RECORDS SUPPLIED START

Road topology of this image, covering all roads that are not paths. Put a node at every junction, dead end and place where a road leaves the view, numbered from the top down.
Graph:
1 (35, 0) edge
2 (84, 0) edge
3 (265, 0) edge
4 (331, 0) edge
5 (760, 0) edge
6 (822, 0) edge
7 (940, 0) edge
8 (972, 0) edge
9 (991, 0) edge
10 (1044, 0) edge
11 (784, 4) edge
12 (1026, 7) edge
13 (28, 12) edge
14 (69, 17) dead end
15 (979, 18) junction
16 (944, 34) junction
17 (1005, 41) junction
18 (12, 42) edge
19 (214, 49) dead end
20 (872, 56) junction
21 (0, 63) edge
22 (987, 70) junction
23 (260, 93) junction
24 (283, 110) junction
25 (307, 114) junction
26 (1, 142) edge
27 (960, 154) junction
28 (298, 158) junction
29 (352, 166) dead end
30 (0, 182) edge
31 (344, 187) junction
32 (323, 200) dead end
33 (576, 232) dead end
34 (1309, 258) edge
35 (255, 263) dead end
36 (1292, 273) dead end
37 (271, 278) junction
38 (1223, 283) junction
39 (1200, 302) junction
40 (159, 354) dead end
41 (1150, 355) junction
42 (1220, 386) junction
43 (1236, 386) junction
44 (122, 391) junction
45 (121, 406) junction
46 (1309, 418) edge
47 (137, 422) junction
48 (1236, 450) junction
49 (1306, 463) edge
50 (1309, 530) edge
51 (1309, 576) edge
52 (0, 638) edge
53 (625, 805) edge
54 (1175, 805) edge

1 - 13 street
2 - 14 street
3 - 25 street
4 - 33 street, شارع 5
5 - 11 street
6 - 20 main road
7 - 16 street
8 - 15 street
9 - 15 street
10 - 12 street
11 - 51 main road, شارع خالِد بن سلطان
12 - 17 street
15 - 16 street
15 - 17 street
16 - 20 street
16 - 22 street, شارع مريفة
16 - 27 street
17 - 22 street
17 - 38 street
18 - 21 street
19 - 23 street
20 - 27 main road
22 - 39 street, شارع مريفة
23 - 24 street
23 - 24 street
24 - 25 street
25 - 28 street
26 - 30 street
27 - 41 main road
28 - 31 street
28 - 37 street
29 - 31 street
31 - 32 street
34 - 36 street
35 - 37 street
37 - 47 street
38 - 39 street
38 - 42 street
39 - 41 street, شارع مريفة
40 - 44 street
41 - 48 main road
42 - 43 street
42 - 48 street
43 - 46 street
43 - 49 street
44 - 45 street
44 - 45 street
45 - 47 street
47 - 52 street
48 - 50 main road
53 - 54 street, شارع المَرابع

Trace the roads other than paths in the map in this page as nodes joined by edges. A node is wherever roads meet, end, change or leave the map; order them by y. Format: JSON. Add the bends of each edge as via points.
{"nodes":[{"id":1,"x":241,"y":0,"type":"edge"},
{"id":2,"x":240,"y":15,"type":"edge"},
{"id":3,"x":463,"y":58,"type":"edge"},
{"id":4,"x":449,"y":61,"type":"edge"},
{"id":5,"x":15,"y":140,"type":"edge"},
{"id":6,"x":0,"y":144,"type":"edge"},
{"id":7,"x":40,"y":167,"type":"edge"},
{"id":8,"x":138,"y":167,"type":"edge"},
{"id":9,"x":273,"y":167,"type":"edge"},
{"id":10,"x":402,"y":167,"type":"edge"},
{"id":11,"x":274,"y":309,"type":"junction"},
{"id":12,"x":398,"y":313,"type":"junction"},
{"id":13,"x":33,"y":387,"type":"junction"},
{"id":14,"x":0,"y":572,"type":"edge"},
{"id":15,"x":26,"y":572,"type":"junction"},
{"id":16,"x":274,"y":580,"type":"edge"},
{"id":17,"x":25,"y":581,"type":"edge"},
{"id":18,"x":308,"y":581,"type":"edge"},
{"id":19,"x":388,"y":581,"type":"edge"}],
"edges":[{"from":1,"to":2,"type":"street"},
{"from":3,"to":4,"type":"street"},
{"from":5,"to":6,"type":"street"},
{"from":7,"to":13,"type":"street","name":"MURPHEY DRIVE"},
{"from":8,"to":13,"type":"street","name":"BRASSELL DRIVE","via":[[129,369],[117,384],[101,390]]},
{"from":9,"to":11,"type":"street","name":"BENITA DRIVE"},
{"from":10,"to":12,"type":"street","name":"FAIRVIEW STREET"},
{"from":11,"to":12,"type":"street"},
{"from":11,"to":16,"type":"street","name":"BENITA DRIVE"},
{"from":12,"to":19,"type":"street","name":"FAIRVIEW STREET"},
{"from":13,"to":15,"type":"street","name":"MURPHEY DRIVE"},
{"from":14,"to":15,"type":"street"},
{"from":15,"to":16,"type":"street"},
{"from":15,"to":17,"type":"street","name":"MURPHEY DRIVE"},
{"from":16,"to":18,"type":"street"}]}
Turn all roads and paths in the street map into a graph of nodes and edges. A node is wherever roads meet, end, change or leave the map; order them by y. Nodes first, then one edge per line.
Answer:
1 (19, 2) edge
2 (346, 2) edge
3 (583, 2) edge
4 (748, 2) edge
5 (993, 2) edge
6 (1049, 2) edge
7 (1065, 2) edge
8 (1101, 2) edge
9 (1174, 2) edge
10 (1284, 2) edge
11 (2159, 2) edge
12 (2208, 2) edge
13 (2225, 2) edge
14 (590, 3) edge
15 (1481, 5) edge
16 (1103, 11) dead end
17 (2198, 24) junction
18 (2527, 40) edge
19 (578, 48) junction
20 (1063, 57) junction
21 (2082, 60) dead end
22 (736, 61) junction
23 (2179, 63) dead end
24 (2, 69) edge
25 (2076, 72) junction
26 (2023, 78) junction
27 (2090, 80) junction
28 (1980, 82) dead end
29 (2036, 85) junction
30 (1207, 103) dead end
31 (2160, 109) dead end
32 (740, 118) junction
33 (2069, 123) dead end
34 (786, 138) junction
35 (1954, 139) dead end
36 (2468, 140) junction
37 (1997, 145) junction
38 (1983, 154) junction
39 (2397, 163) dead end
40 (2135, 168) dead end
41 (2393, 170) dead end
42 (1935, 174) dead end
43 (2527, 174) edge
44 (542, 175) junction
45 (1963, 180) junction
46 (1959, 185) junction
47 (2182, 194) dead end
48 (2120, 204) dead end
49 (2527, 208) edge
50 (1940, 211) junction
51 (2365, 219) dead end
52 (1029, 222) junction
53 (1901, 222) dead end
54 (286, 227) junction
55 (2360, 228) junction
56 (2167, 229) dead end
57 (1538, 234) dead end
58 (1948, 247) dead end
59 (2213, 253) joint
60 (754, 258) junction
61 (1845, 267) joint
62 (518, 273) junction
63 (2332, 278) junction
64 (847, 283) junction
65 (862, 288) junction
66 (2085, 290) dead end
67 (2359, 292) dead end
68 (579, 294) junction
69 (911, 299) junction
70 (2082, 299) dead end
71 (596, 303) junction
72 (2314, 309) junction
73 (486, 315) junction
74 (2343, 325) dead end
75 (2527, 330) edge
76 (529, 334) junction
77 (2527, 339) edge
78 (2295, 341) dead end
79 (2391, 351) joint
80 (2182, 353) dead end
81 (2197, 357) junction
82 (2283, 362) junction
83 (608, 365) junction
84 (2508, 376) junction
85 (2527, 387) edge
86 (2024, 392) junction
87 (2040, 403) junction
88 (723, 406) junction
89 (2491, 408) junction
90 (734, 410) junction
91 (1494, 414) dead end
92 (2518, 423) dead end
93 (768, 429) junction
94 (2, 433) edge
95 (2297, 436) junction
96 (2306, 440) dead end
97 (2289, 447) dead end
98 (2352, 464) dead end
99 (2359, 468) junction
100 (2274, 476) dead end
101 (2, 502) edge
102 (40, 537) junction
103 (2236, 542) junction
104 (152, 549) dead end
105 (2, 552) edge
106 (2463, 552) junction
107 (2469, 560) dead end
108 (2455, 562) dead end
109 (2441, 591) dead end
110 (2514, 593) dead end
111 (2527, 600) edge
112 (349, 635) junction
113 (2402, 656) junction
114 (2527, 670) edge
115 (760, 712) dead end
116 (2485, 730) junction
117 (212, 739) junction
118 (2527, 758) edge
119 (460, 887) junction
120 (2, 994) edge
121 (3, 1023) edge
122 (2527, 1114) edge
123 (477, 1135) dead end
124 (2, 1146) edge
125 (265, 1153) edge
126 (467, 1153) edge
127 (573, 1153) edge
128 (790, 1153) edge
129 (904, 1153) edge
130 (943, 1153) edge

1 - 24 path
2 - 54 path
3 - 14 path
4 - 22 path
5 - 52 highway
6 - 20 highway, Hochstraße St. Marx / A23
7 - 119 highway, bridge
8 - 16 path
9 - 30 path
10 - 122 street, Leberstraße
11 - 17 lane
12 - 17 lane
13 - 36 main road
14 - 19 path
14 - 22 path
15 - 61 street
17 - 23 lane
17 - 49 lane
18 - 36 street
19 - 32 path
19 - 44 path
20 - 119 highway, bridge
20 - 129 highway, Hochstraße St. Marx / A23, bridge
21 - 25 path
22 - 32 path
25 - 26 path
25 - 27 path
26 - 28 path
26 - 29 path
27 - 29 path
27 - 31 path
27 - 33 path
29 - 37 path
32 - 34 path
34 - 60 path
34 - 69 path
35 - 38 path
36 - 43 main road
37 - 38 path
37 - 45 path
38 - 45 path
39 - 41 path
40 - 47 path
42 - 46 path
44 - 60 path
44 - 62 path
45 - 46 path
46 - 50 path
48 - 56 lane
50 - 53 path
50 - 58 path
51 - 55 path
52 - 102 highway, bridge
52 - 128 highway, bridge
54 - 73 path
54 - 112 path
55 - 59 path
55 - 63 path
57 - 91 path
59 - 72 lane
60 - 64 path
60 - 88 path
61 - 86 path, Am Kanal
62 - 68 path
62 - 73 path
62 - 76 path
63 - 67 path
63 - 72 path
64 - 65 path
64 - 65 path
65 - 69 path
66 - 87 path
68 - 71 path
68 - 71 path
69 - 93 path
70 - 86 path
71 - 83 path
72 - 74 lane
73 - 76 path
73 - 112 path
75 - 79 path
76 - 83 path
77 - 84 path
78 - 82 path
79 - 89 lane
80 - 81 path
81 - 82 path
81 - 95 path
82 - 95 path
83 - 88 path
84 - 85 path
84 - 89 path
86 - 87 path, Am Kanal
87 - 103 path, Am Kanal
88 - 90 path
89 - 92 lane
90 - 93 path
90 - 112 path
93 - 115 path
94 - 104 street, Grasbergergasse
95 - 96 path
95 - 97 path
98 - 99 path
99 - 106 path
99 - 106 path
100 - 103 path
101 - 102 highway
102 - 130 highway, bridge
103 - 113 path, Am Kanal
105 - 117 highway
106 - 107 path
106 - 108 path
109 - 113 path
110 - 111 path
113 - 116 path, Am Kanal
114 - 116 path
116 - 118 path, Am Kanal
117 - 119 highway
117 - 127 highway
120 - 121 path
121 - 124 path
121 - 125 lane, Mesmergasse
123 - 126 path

RECORDS SUPPLIED END

### THE TASK
Search the records for the string "edges" and return every line in which it occurs.

### SOLUTION TO THIS PROBLEM
Trace the roads other than paths in the map in this page as nodes joined by edges. A node is wherever roads meet, end, change or leave the map; order them by y. Format: JSON. Add the bends of each edge as via points.
"edges":[{"from":1,"to":2,"type":"street"},
Turn all roads and paths in the street map into a graph of nodes and edges. A node is wherever roads meet, end, change or leave the map; order them by y. Nodes first, then one edge per line.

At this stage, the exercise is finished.